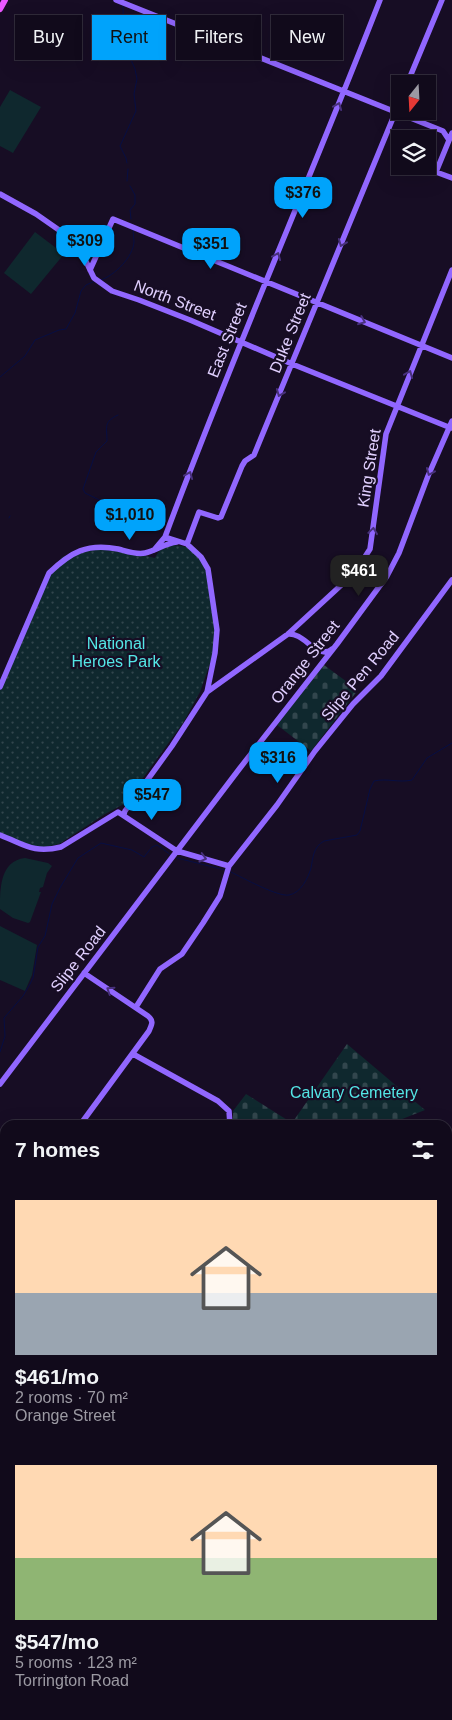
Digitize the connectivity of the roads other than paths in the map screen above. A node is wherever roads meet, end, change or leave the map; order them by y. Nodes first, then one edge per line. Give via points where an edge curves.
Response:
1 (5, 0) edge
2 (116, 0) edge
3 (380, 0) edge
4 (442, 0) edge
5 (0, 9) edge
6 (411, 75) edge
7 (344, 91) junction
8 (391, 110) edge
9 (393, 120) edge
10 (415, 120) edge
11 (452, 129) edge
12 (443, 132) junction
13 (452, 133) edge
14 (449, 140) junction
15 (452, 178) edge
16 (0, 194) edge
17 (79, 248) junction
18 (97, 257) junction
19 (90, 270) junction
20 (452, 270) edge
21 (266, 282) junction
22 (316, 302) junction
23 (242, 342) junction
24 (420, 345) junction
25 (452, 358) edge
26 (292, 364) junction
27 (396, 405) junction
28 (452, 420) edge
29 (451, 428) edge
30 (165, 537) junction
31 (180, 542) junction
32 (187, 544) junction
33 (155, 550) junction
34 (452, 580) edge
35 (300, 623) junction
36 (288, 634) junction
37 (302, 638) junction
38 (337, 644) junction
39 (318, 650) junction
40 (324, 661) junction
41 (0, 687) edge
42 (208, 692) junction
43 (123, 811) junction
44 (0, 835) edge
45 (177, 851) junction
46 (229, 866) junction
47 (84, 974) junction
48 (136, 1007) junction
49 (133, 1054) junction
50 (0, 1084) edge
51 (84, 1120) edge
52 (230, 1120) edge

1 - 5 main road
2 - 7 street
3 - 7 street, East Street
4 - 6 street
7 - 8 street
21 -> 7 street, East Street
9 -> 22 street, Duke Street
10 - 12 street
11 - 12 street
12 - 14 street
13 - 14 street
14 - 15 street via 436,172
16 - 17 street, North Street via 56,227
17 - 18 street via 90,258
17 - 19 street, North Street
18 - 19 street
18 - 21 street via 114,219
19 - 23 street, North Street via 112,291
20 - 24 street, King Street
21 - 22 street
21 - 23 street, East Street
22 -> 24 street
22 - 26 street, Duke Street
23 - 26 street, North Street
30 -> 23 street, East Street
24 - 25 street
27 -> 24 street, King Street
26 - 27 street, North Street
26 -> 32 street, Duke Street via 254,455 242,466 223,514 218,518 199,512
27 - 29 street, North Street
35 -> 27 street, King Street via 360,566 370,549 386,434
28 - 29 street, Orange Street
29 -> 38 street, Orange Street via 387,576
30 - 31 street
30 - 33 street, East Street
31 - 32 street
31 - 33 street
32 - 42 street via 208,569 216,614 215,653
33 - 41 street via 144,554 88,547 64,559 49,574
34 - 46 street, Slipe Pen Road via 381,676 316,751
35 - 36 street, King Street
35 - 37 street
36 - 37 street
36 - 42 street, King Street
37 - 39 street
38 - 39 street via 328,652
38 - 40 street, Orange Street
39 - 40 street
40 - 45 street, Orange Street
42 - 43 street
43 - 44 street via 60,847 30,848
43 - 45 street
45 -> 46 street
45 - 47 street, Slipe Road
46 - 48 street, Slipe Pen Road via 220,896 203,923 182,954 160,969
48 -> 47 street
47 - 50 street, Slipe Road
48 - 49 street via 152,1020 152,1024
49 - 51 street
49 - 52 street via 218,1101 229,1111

Problem to solve = Your answer is an exact copy of the records above, stripped of pictures.

Solved exercise =
Digitize the connectivity of the roads other than paths in the map screen above. A node is wherever roads meet, end, change or leave the map; order them by y. Nodes first, then one edge per line. Give via points where an edge curves.
Response:
1 (5, 0) edge
2 (116, 0) edge
3 (380, 0) edge
4 (442, 0) edge
5 (0, 9) edge
6 (411, 75) edge
7 (344, 91) junction
8 (391, 110) edge
9 (393, 120) edge
10 (415, 120) edge
11 (452, 129) edge
12 (443, 132) junction
13 (452, 133) edge
14 (449, 140) junction
15 (452, 178) edge
16 (0, 194) edge
17 (79, 248) junction
18 (97, 257) junction
19 (90, 270) junction
20 (452, 270) edge
21 (266, 282) junction
22 (316, 302) junction
23 (242, 342) junction
24 (420, 345) junction
25 (452, 358) edge
26 (292, 364) junction
27 (396, 405) junction
28 (452, 420) edge
29 (451, 428) edge
30 (165, 537) junction
31 (180, 542) junction
32 (187, 544) junction
33 (155, 550) junction
34 (452, 580) edge
35 (300, 623) junction
36 (288, 634) junction
37 (302, 638) junction
38 (337, 644) junction
39 (318, 650) junction
40 (324, 661) junction
41 (0, 687) edge
42 (208, 692) junction
43 (123, 811) junction
44 (0, 835) edge
45 (177, 851) junction
46 (229, 866) junction
47 (84, 974) junction
48 (136, 1007) junction
49 (133, 1054) junction
50 (0, 1084) edge
51 (84, 1120) edge
52 (230, 1120) edge

1 - 5 main road
2 - 7 street
3 - 7 street, East Street
4 - 6 street
7 - 8 street
21 -> 7 street, East Street
9 -> 22 street, Duke Street
10 - 12 street
11 - 12 street
12 - 14 street
13 - 14 street
14 - 15 street via 436,172
16 - 17 street, North Street via 56,227
17 - 18 street via 90,258
17 - 19 street, North Street
18 - 19 street
18 - 21 street via 114,219
19 - 23 street, North Street via 112,291
20 - 24 street, King Street
21 - 22 street
21 - 23 street, East Street
22 -> 24 street
22 - 26 street, Duke Street
23 - 26 street, North Street
30 -> 23 street, East Street
24 - 25 street
27 -> 24 street, King Street
26 - 27 street, North Street
26 -> 32 street, Duke Street via 254,455 242,466 223,514 218,518 199,512
27 - 29 street, North Street
35 -> 27 street, King Street via 360,566 370,549 386,434
28 - 29 street, Orange Street
29 -> 38 street, Orange Street via 387,576
30 - 31 street
30 - 33 street, East Street
31 - 32 street
31 - 33 street
32 - 42 street via 208,569 216,614 215,653
33 - 41 street via 144,554 88,547 64,559 49,574
34 - 46 street, Slipe Pen Road via 381,676 316,751
35 - 36 street, King Street
35 - 37 street
36 - 37 street
36 - 42 street, King Street
37 - 39 street
38 - 39 street via 328,652
38 - 40 street, Orange Street
39 - 40 street
40 - 45 street, Orange Street
42 - 43 street
43 - 44 street via 60,847 30,848
43 - 45 street
45 -> 46 street
45 - 47 street, Slipe Road
46 - 48 street, Slipe Pen Road via 220,896 203,923 182,954 160,969
48 -> 47 street
47 - 50 street, Slipe Road
48 - 49 street via 152,1020 152,1024
49 - 51 street
49 - 52 street via 218,1101 229,1111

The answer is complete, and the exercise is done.